**ASSIGNMENT**
Once you find the line with "index dip: (152, 83)" in the entries below, return exactly every line from it through the line with "middle tip: (216, 118)".

*** EXTRACTED INFORMATION ***

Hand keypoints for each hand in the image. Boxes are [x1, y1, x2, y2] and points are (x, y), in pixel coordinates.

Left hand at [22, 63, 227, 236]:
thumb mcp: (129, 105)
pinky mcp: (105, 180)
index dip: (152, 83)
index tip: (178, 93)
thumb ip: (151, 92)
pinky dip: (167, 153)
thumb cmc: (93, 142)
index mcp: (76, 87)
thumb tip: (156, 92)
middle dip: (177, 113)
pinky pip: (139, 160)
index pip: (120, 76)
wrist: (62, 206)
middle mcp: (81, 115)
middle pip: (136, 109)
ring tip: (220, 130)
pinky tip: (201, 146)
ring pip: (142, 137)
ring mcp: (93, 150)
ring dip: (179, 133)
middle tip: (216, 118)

***
*** EXTRACTED INFORMATION ***

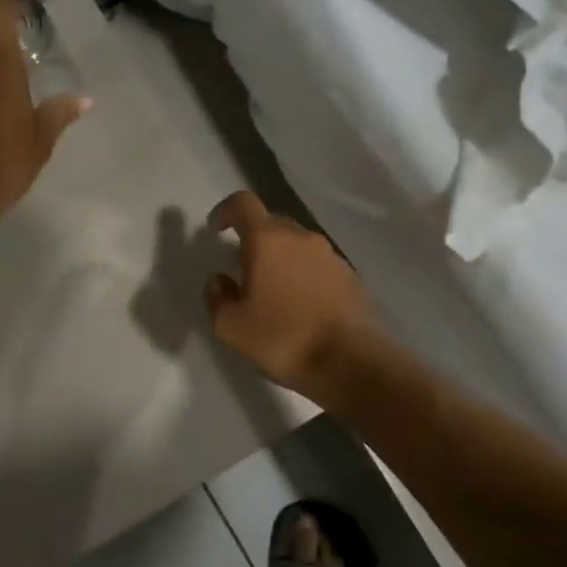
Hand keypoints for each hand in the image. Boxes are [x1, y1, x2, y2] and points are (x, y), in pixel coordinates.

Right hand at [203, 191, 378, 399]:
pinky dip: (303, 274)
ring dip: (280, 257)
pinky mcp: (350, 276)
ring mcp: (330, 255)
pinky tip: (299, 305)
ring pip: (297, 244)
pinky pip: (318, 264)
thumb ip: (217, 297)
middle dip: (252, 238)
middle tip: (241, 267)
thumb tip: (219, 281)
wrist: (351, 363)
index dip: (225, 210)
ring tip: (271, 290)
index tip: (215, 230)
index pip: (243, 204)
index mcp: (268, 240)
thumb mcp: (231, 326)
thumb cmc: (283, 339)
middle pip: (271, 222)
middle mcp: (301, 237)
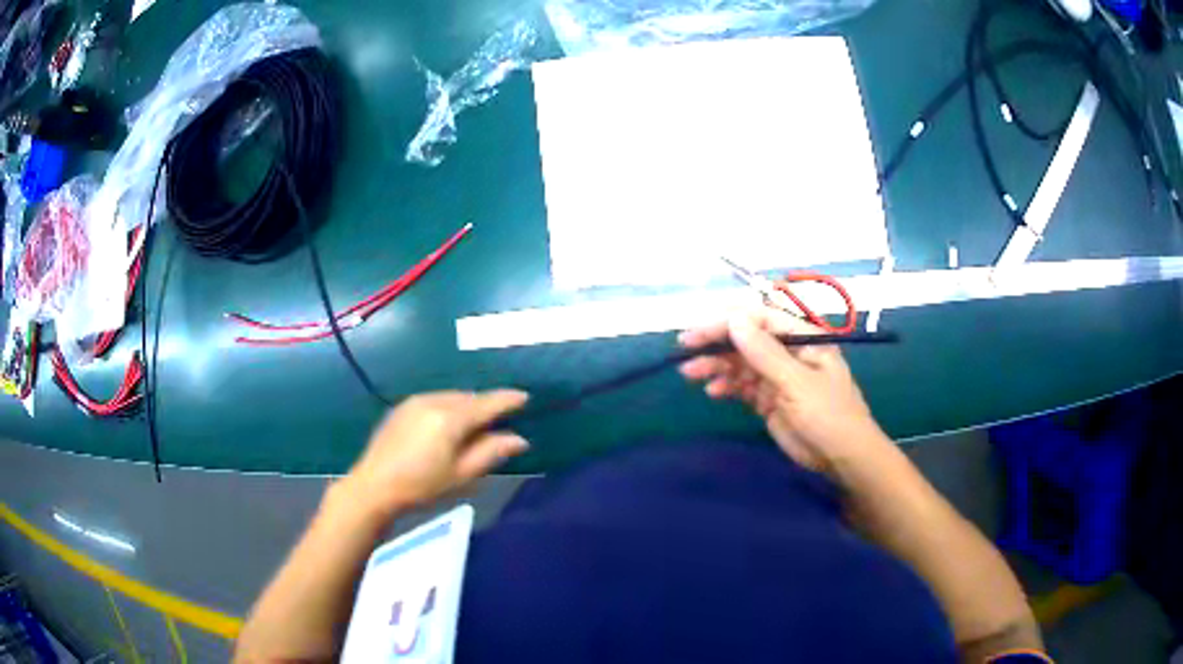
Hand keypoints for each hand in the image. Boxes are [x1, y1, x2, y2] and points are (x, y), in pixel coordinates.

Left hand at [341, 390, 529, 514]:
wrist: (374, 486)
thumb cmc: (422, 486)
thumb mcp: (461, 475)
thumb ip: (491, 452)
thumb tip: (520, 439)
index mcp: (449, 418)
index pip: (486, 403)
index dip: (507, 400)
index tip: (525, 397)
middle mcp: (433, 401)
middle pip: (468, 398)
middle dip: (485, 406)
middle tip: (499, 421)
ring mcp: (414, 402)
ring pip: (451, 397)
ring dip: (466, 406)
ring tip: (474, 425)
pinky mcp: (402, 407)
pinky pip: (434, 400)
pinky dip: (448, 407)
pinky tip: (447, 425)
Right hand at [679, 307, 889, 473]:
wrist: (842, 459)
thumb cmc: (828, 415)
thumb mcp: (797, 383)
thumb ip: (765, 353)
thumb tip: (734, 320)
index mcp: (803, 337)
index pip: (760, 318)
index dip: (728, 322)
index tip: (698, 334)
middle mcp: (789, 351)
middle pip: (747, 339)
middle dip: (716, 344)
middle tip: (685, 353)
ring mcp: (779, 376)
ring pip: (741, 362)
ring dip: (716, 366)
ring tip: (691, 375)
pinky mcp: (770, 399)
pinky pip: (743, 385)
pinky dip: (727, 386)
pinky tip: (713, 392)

***

**RESPONSE AREA**
index dip: (152, 83)
index tip: (178, 93)
thumb ip: (151, 92)
pinky dip: (167, 153)
thumb cmc: (93, 142)
index mcp: (76, 87)
thumb tip: (156, 92)
middle dip: (177, 113)
pinky pip: (139, 160)
index pip: (120, 76)
wrist: (62, 206)
middle mcp: (81, 115)
middle pip: (136, 109)
ring tip: (220, 130)
pinky tip: (201, 146)
ring pip: (142, 137)
ring mcp: (93, 150)
ring dip: (179, 133)
middle tip: (216, 118)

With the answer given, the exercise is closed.